Sales of vinyl LPs have seen an annual increase every year since 2005. That is an unheard of sales trend in our boom or bust economy. Even Apple doesn’t see that kind of consistent growth. And if that fact took you off guard, make sure you’re socks are on extra tight for this next tidbit; LP sales accounted for 46 percent of all album sales in the U.S. in 2020.

There’s now a thriving secondary market as a result. You can price, trade and sell original Pink Floyd and Michael Jackson albums alongside Taylor Swift and the soundtracks of MCU films. You can walk into an electronics store (like BestBuy) to pick up a high end record player for your home theatre set up. Or you can buy a basic turntable just about anywhere if you’re looking to dip a toe in the resurrected industry. 

Vinyl will never be as big as it once was. Or even as big as CDs were when that market began violently contracting. But it has become a successful niche market catering to collectors and aficionados. You can buy LPs through big box retailers or get something more specific through specialty music stores, along with plenty of accessories to keep your collection clean and safely stored.

That’s the future of physical media for movies. You’ll always be able to get a DVD or a Blu-Ray or a 4K version of a title, but you’ll just have to go through a specific retailer to get it. You’ll probably still be able to get it in both a regular edition or a special one that comes with a prestige art book and a collectible or two. The physical media market is still shrinking and will never be more than a fraction of what it once was. And what remains will shift to cater to serious fans and hardcore collectors.

I used to take great pride in my movie collection (being surrounded by movies at work and having a staff discount didn’t hurt). But I can’t remember the last time I bought a movie for myself.

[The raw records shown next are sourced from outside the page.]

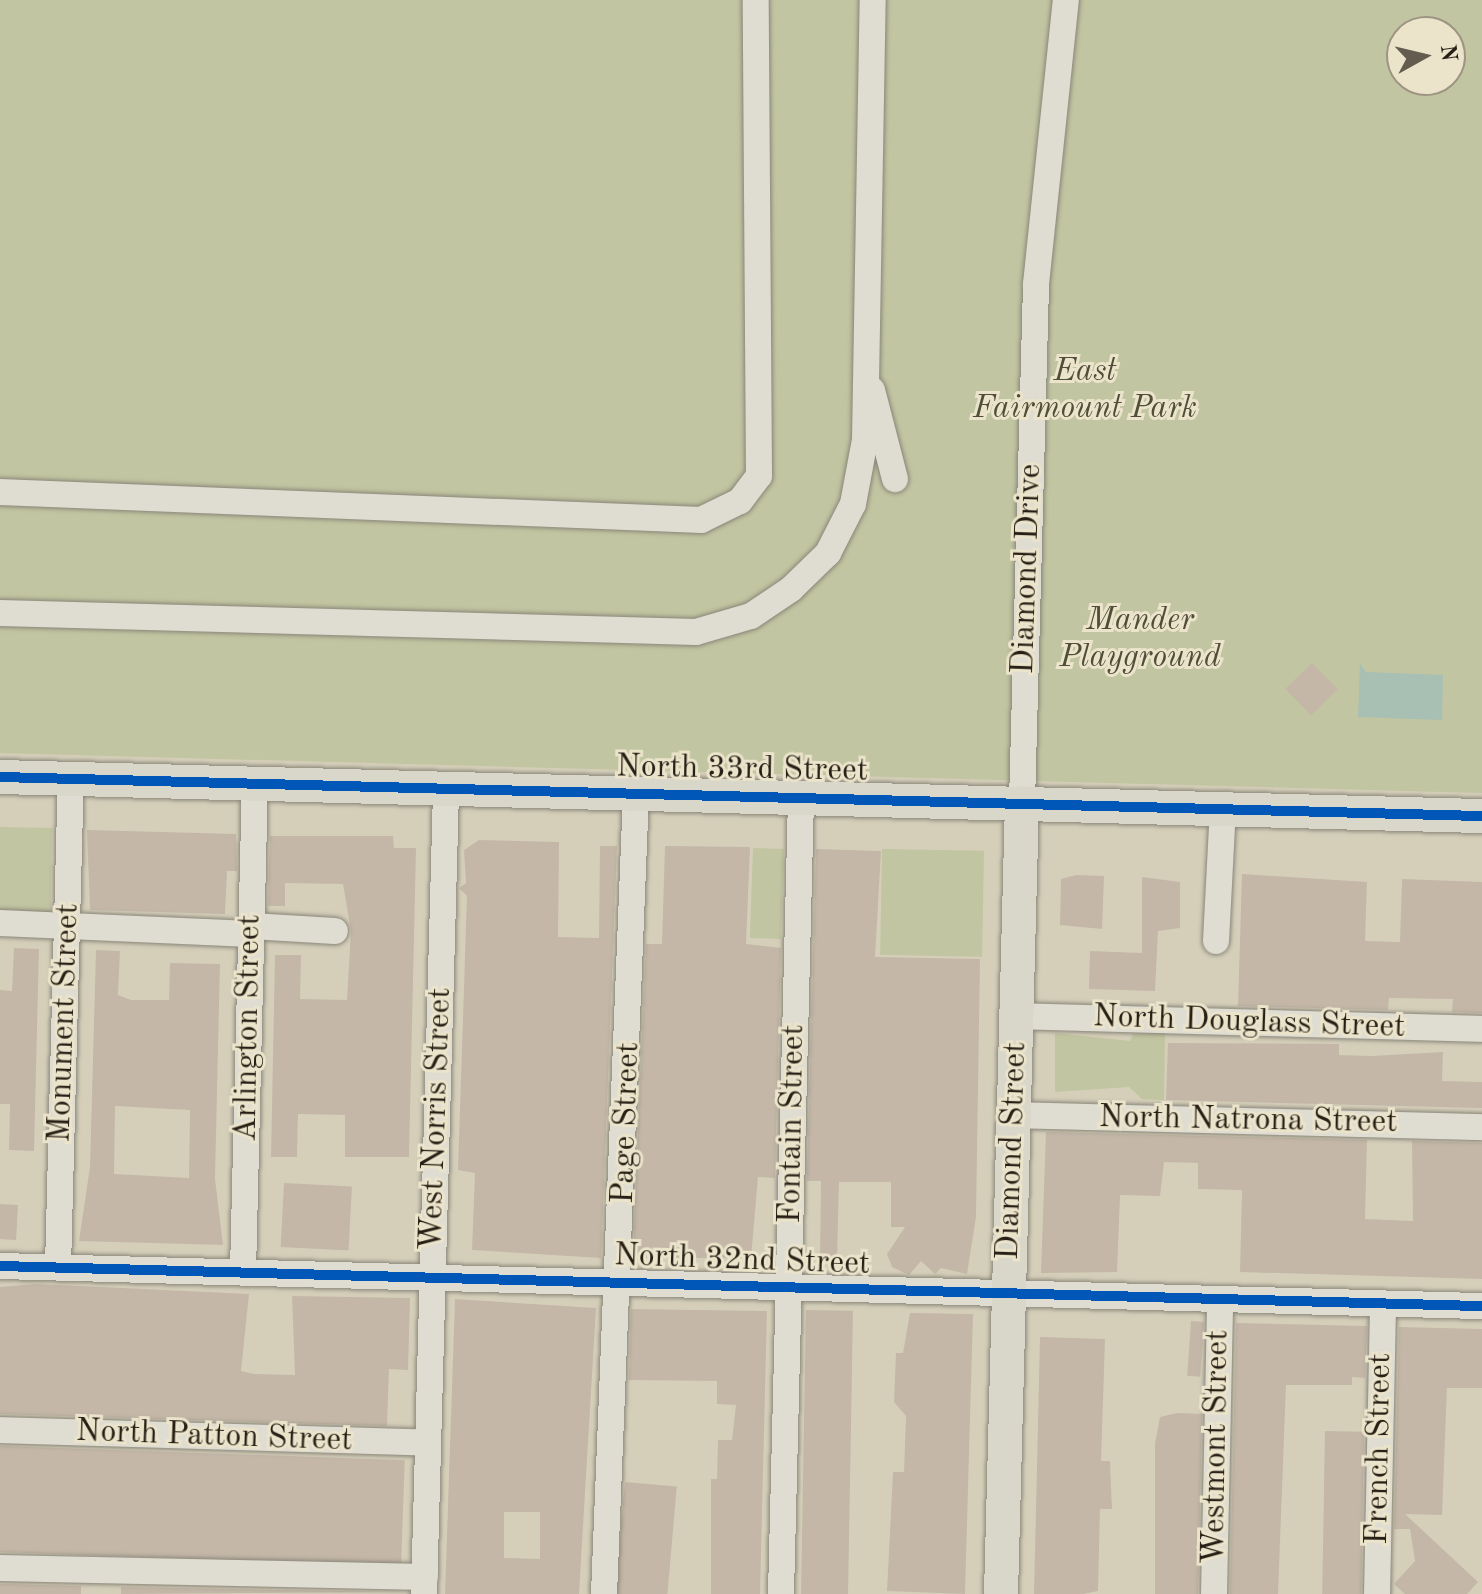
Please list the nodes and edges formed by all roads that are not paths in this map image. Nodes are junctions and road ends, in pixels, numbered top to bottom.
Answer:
1 (756, 0) edge
2 (873, 0) edge
3 (1066, 0) edge
4 (866, 371) junction
5 (895, 479) dead end
6 (0, 492) edge
7 (0, 613) edge
8 (0, 777) edge
9 (71, 779) junction
10 (255, 784) junction
11 (446, 789) junction
12 (636, 794) junction
13 (801, 798) junction
14 (1022, 803) junction
15 (1223, 809) junction
16 (1482, 816) edge
17 (0, 923) edge
18 (67, 926) junction
19 (251, 930) junction
20 (335, 931) dead end
21 (1216, 941) dead end
22 (1017, 1016) junction
23 (1482, 1029) edge
24 (1014, 1115) junction
25 (1482, 1127) edge
26 (0, 1266) edge
27 (58, 1267) junction
28 (243, 1272) junction
29 (433, 1278) junction
30 (617, 1284) junction
31 (789, 1288) junction
32 (1009, 1295) junction
33 (1220, 1300) junction
34 (1383, 1304) junction
35 (1482, 1306) edge
36 (0, 1430) edge
37 (428, 1443) junction
38 (0, 1568) edge
39 (424, 1585) edge
40 (604, 1594) edge
41 (781, 1594) edge
42 (1001, 1594) edge
43 (1214, 1594) edge
44 (1377, 1594) edge

1 - 6 street
2 - 4 street
3 - 14 street, Diamond Drive
4 - 5 street
4 - 7 street
8 - 9 main road, North 33rd Street
9 - 10 main road, North 33rd Street
9 - 18 street, Monument Street
10 - 11 main road, North 33rd Street
10 - 19 street, Arlington Street
11 - 12 main road, North 33rd Street
11 - 29 street, West Norris Street
12 - 13 main road, North 33rd Street
12 - 30 street, Page Street
13 - 14 main road, North 33rd Street
13 - 31 street, Fontain Street
14 - 15 main road, North 33rd Street
14 - 22 main road, Diamond Street
15 - 16 main road, North 33rd Street
15 - 21 street
17 - 18 street
18 - 19 street
18 - 27 street, Monument Street
19 - 20 street
19 - 28 street, Arlington Street
22 - 23 street, North Douglass Street
22 - 24 main road, Diamond Street
24 - 25 street, North Natrona Street
24 - 32 main road, Diamond Street
26 - 27 street, North 32nd Street
27 - 28 street, North 32nd Street
28 - 29 street, North 32nd Street
29 - 30 street, North 32nd Street
29 - 37 street, West Norris Street
30 - 31 street, North 32nd Street
30 - 40 street, Page Street
31 - 32 street, North 32nd Street
31 - 41 street, Fontain Street
32 - 33 street, North 32nd Street
32 - 42 main road, Diamond Street
33 - 34 street, North 32nd Street
33 - 43 street, Westmont Street
34 - 35 street, North 32nd Street
34 - 44 street, French Street
36 - 37 street, North Patton Street
37 - 39 street, West Norris Street
38 - 39 street

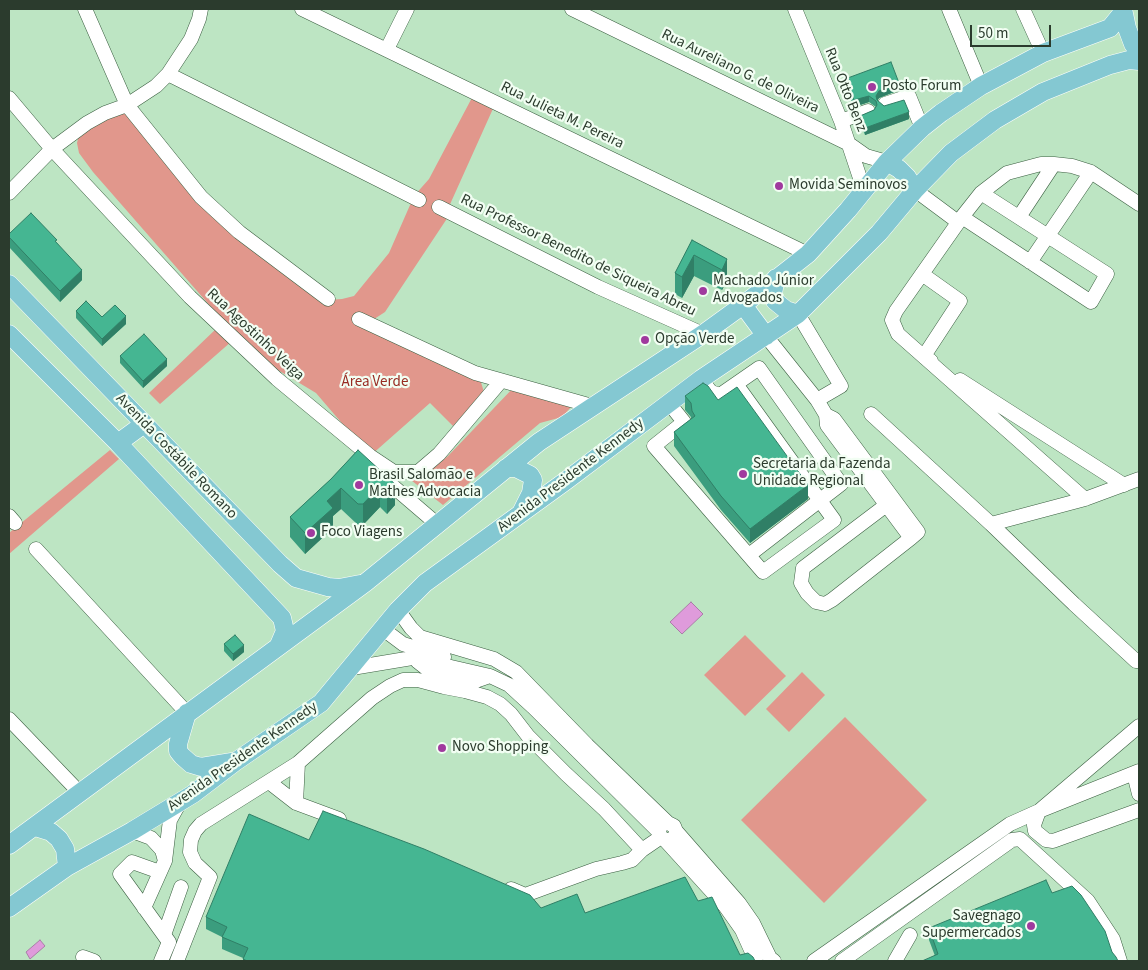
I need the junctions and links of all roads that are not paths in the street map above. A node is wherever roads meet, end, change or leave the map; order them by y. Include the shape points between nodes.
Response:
1 (85, 9) edge
2 (201, 9) edge
3 (302, 9) edge
4 (407, 9) edge
5 (572, 9) edge
6 (795, 9) edge
7 (949, 9) edge
8 (1023, 9) edge
9 (1123, 10) edge
10 (387, 50) junction
11 (1043, 53) junction
12 (1139, 53) edge
13 (1139, 61) edge
14 (168, 74) junction
15 (981, 86) junction
16 (9, 98) edge
17 (127, 104) junction
18 (885, 104) edge
19 (868, 111) edge
20 (841, 121) junction
21 (922, 128) junction
22 (849, 144) junction
23 (52, 149) junction
24 (887, 162) junction
25 (1054, 164) junction
26 (1090, 172) junction
27 (864, 190) junction
28 (915, 190) junction
29 (9, 192) edge
30 (981, 193) junction
31 (419, 200) dead end
32 (1139, 204) edge
33 (439, 207) dead end
34 (1019, 218) junction
35 (960, 219) junction
36 (1047, 236) junction
37 (808, 254) junction
38 (1030, 262) junction
39 (922, 274) junction
40 (776, 278) junction
41 (9, 284) edge
42 (328, 299) dead end
43 (743, 305) junction
44 (798, 314) junction
45 (359, 319) dead end
46 (9, 334) edge
47 (703, 334) junction
48 (766, 336) junction
49 (924, 356) junction
50 (701, 379) junction
51 (501, 380) junction
52 (736, 384) junction
53 (817, 400) junction
54 (668, 402) junction
55 (592, 406) junction
56 (871, 414) dead end
57 (144, 424) junction
58 (118, 443) junction
59 (506, 468) junction
60 (374, 470) edge
61 (1139, 479) edge
62 (1124, 485) junction
63 (820, 500) junction
64 (1085, 500) junction
65 (890, 502) junction
66 (520, 515) junction
67 (437, 524) junction
68 (991, 524) junction
69 (36, 549) dead end
70 (749, 555) junction
71 (365, 583) junction
72 (398, 610) junction
73 (383, 629) junction
74 (279, 645) junction
75 (1139, 661) edge
76 (500, 663) junction
77 (352, 668) junction
78 (187, 713) junction
79 (9, 718) edge
80 (1139, 726) edge
81 (557, 731) junction
82 (544, 752) junction
83 (235, 762) junction
84 (298, 763) junction
85 (1136, 773) edge
86 (269, 782) junction
87 (79, 792) junction
88 (1139, 794) edge
89 (180, 802) junction
90 (296, 803) junction
91 (1139, 810) edge
92 (1039, 811) junction
93 (350, 823) edge
94 (35, 827) junction
95 (132, 830) junction
96 (666, 833) junction
97 (9, 845) edge
98 (642, 850) junction
99 (163, 866) junction
100 (66, 867) junction
101 (502, 885) edge
102 (181, 887) dead end
103 (9, 908) edge
104 (144, 908) junction
105 (164, 935) junction
106 (910, 935) dead end
107 (161, 961) edge
108 (177, 961) edge
109 (756, 961) edge
110 (774, 961) edge
111 (814, 961) edge
112 (842, 961) edge
113 (895, 961) edge
114 (1120, 961) edge

1 - 17 street
2 - 14 street via 191,39
3 - 10 street, Rua Julieta M. Pereira
4 - 10 street
5 - 22 street, Rua Aureliano G. de Oliveira
6 - 20 street, Rua Otto Benz
7 - 15 street
8 - 11 street
9 - 11 main road via 1110,28
9 - 12 main road via 1127,28
10 - 37 street, Rua Julieta M. Pereira
11 - 15 main road
13 - 28 main road, Avenida Presidente Kennedy via 1129,60 1102,68 1043,92 995,120 951,153
14 - 17 street via 156,86
14 - 31 street
15 - 21 main road
16 - 23 street, Rua Agostinho Veiga
17 - 23 street via 87,123
17 - 42 street via 201,197 239,232
18 - 21 street via 910,96
19 - 20 street
20 - 22 street, Rua Otto Benz
21 - 24 main road
22 - 24 street, Rua Otto Benz via 866,156
22 - 27 street
23 - 29 street
23 - 51 street, Rua Agostinho Veiga via 190,297 277,379 394,472 418,472 439,454
24 - 27 main road
24 - 28 main road via 907,177
25 - 26 street
25 - 30 street via 1007,173
25 - 34 street
26 - 32 street
26 - 36 street
27 - 37 main road
28 - 35 street
28 - 44 main road, Avenida Presidente Kennedy via 879,233
30 - 34 street
30 - 35 street
33 - 47 street, Rua Professor Benedito de Siqueira Abreu via 598,287
34 - 36 street
35 - 38 street
35 - 39 street
36 - 38 street
36 - 38 street via 1107,274 1091,302
37 - 40 main road
39 - 49 street via 892,320 898,334
39 - 49 street via 960,301
40 - 43 main road
40 - 44 main road via 775,300 786,310
41 - 57 main road, Avenida Costábile Romano
43 - 47 main road
43 - 48 main road
44 - 48 main road, Avenida Presidente Kennedy
44 - 53 street via 841,386
45 - 51 street via 475,373
46 - 58 main road
47 - 55 main road
48 - 50 main road, Avenida Presidente Kennedy
48 - 53 street
49 - 62 street
49 - 64 street
50 - 52 street via 711,392 720,395
50 - 54 main road, Avenida Presidente Kennedy
51 - 55 street
52 - 63 street
52 - 63 street via 760,368 841,484
53 - 65 street via 828,425
54 - 66 main road, Avenida Presidente Kennedy
54 - 70 street via 684,422 654,446
55 - 59 main road
56 - 68 street
57 - 58 main road
57 - 71 main road, Avenida Costábile Romano via 296,578 339,588
58 - 74 main road via 282,618 285,631
59 - 66 main road via 516,468 533,480 531,494
59 - 67 main road
60 - 67 street
61 - 62 street
62 - 64 street
63 - 70 street
63 - 70 street via 834,520 763,572
64 - 68 street
65 - 65 street via 910,538 832,600 825,604 816,602 801,583 803,568
66 - 72 main road, Avenida Presidente Kennedy via 425,583
67 - 71 main road
68 - 75 street
69 - 78 street
71 - 74 main road
72 - 73 main road, Avenida Presidente Kennedy
72 - 76 street via 420,637
73 - 76 street via 402,644 474,666
73 - 77 main road, Avenida Presidente Kennedy
74 - 78 main road
76 - 96 street via 516,672 587,744
77 - 81 street via 412,658 431,672 467,681 490,676 509,685
77 - 83 main road, Avenida Presidente Kennedy via 321,703
78 - 83 main road via 178,744 182,756 201,767
78 - 87 main road
79 - 87 street
80 - 92 street
81 - 82 street
81 - 96 street
82 - 84 street via 500,704 487,697 410,679 390,686 372,698
82 - 98 street
83 - 89 main road, Avenida Presidente Kennedy
84 - 86 street
84 - 90 street
85 - 88 street
85 - 92 street
86 - 90 street
86 - 108 street via 194,831 190,852 195,863 210,877
87 - 94 main road
89 - 95 main road, Avenida Presidente Kennedy
89 - 99 street via 170,820
90 - 93 street
91 - 92 street via 1053,841 1046,840 1035,831
92 - 111 street via 1010,824
94 - 97 main road
94 - 100 main road via 51,832 59,839 65,849
95 - 99 street via 151,838 162,850
95 - 100 main road, Avenida Presidente Kennedy
96 - 98 street
96 - 109 street via 742,930
96 - 110 street via 739,903
98 - 101 street via 632,860 596,869 526,895
99 - 104 street
99 - 104 street via 132,862 120,874
100 - 103 main road, Avenida Presidente Kennedy
102 - 105 street
104 - 105 street
105 - 107 street via 169,942
106 - 113 street
112 - 114 street via 1012,840 1020,839 1088,901 1113,939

Netflix, DisneyPlus, Amazon Prime and Crave pretty much have all my bases covered (though the fact none of them stream The West Wing is a crime against humanity). Outside of gifts, I just don’t need to buy movies any longer. It wasn’t a conscious choice, rather a gradual change in how I consume entertainment (but rest assured, I’m still going to live at the movie theatre when that’s a thing again).

Change is a constant predator that strikes when you’re too comfortable or complacent. It is as merciless as it is hungry and nothing escapes it for long. But sometimes it leaves something behind. Definitely something smaller than the bloated creature it was before, but also something leaner, tougher and more agile. Something more likely to survive in a dramatically new world.

We saw it happen with music. Now we’re likely seeing it happen with movies.